Your assignment → All of the entries below must be copied out exactly.

Available data Start Marker

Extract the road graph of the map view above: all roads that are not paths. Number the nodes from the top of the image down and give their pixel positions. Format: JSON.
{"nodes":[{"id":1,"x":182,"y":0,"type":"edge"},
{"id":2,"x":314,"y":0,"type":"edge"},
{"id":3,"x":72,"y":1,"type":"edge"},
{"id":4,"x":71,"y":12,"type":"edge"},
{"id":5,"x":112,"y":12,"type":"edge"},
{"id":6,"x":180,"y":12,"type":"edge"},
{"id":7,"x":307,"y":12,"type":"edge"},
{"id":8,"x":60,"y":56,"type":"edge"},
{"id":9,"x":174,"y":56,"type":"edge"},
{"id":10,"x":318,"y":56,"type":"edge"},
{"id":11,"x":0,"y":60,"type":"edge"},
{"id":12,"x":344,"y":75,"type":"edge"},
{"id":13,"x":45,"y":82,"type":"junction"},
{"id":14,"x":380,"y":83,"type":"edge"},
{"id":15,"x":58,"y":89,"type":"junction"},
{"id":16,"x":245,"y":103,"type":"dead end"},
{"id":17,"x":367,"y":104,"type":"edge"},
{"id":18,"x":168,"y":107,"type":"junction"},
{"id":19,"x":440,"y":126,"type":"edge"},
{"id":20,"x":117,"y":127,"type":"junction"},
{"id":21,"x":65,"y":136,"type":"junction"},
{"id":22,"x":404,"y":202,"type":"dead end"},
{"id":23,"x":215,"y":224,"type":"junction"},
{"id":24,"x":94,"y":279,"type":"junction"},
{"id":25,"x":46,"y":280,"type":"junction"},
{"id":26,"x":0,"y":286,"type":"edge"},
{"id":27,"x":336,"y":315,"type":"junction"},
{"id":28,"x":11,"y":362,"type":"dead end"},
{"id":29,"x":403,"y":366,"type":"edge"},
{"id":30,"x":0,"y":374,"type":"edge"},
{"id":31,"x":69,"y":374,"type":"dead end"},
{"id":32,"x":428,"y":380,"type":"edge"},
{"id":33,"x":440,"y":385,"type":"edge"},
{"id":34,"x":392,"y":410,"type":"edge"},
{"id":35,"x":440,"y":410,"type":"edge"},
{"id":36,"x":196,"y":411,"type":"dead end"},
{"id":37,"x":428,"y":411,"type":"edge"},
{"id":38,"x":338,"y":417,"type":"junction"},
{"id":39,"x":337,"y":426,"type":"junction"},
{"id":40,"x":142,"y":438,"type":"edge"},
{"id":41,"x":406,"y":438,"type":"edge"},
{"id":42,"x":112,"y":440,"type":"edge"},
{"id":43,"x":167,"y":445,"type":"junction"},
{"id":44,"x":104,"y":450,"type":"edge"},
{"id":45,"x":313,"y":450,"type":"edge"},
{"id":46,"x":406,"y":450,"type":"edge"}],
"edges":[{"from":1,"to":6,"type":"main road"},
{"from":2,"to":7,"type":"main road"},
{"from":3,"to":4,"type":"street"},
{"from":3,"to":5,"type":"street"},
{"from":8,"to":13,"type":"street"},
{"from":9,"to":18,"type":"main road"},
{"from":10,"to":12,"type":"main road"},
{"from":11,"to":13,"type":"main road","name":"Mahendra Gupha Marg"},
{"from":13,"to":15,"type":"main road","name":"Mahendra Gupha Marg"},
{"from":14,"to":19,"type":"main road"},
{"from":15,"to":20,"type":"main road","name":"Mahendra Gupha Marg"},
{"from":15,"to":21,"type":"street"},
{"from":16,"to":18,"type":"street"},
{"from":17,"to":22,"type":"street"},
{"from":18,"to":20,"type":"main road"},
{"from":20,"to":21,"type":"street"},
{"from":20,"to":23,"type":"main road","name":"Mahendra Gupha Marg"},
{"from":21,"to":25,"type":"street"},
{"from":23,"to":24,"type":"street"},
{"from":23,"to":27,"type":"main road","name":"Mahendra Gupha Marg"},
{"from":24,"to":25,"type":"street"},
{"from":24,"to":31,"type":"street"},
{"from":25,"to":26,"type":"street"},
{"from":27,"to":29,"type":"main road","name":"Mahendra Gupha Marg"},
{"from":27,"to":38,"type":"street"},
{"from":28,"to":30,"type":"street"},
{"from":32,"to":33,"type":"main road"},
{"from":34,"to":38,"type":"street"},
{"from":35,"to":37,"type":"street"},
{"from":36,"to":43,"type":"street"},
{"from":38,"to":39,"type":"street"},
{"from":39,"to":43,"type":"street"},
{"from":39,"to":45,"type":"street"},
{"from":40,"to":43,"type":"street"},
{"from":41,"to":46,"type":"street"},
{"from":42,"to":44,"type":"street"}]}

Available data End Marker

Solution below →
Extract the road graph of the map view above: all roads that are not paths. Number the nodes from the top of the image down and give their pixel positions. Format: JSON.
{"nodes":[{"id":1,"x":182,"y":0,"type":"edge"},
{"id":2,"x":314,"y":0,"type":"edge"},
{"id":3,"x":72,"y":1,"type":"edge"},
{"id":4,"x":71,"y":12,"type":"edge"},
{"id":5,"x":112,"y":12,"type":"edge"},
{"id":6,"x":180,"y":12,"type":"edge"},
{"id":7,"x":307,"y":12,"type":"edge"},
{"id":8,"x":60,"y":56,"type":"edge"},
{"id":9,"x":174,"y":56,"type":"edge"},
{"id":10,"x":318,"y":56,"type":"edge"},
{"id":11,"x":0,"y":60,"type":"edge"},
{"id":12,"x":344,"y":75,"type":"edge"},
{"id":13,"x":45,"y":82,"type":"junction"},
{"id":14,"x":380,"y":83,"type":"edge"},
{"id":15,"x":58,"y":89,"type":"junction"},
{"id":16,"x":245,"y":103,"type":"dead end"},
{"id":17,"x":367,"y":104,"type":"edge"},
{"id":18,"x":168,"y":107,"type":"junction"},
{"id":19,"x":440,"y":126,"type":"edge"},
{"id":20,"x":117,"y":127,"type":"junction"},
{"id":21,"x":65,"y":136,"type":"junction"},
{"id":22,"x":404,"y":202,"type":"dead end"},
{"id":23,"x":215,"y":224,"type":"junction"},
{"id":24,"x":94,"y":279,"type":"junction"},
{"id":25,"x":46,"y":280,"type":"junction"},
{"id":26,"x":0,"y":286,"type":"edge"},
{"id":27,"x":336,"y":315,"type":"junction"},
{"id":28,"x":11,"y":362,"type":"dead end"},
{"id":29,"x":403,"y":366,"type":"edge"},
{"id":30,"x":0,"y":374,"type":"edge"},
{"id":31,"x":69,"y":374,"type":"dead end"},
{"id":32,"x":428,"y":380,"type":"edge"},
{"id":33,"x":440,"y":385,"type":"edge"},
{"id":34,"x":392,"y":410,"type":"edge"},
{"id":35,"x":440,"y":410,"type":"edge"},
{"id":36,"x":196,"y":411,"type":"dead end"},
{"id":37,"x":428,"y":411,"type":"edge"},
{"id":38,"x":338,"y":417,"type":"junction"},
{"id":39,"x":337,"y":426,"type":"junction"},
{"id":40,"x":142,"y":438,"type":"edge"},
{"id":41,"x":406,"y":438,"type":"edge"},
{"id":42,"x":112,"y":440,"type":"edge"},
{"id":43,"x":167,"y":445,"type":"junction"},
{"id":44,"x":104,"y":450,"type":"edge"},
{"id":45,"x":313,"y":450,"type":"edge"},
{"id":46,"x":406,"y":450,"type":"edge"}],
"edges":[{"from":1,"to":6,"type":"main road"},
{"from":2,"to":7,"type":"main road"},
{"from":3,"to":4,"type":"street"},
{"from":3,"to":5,"type":"street"},
{"from":8,"to":13,"type":"street"},
{"from":9,"to":18,"type":"main road"},
{"from":10,"to":12,"type":"main road"},
{"from":11,"to":13,"type":"main road","name":"Mahendra Gupha Marg"},
{"from":13,"to":15,"type":"main road","name":"Mahendra Gupha Marg"},
{"from":14,"to":19,"type":"main road"},
{"from":15,"to":20,"type":"main road","name":"Mahendra Gupha Marg"},
{"from":15,"to":21,"type":"street"},
{"from":16,"to":18,"type":"street"},
{"from":17,"to":22,"type":"street"},
{"from":18,"to":20,"type":"main road"},
{"from":20,"to":21,"type":"street"},
{"from":20,"to":23,"type":"main road","name":"Mahendra Gupha Marg"},
{"from":21,"to":25,"type":"street"},
{"from":23,"to":24,"type":"street"},
{"from":23,"to":27,"type":"main road","name":"Mahendra Gupha Marg"},
{"from":24,"to":25,"type":"street"},
{"from":24,"to":31,"type":"street"},
{"from":25,"to":26,"type":"street"},
{"from":27,"to":29,"type":"main road","name":"Mahendra Gupha Marg"},
{"from":27,"to":38,"type":"street"},
{"from":28,"to":30,"type":"street"},
{"from":32,"to":33,"type":"main road"},
{"from":34,"to":38,"type":"street"},
{"from":35,"to":37,"type":"street"},
{"from":36,"to":43,"type":"street"},
{"from":38,"to":39,"type":"street"},
{"from":39,"to":43,"type":"street"},
{"from":39,"to":45,"type":"street"},
{"from":40,"to":43,"type":"street"},
{"from":41,"to":46,"type":"street"},
{"from":42,"to":44,"type":"street"}]}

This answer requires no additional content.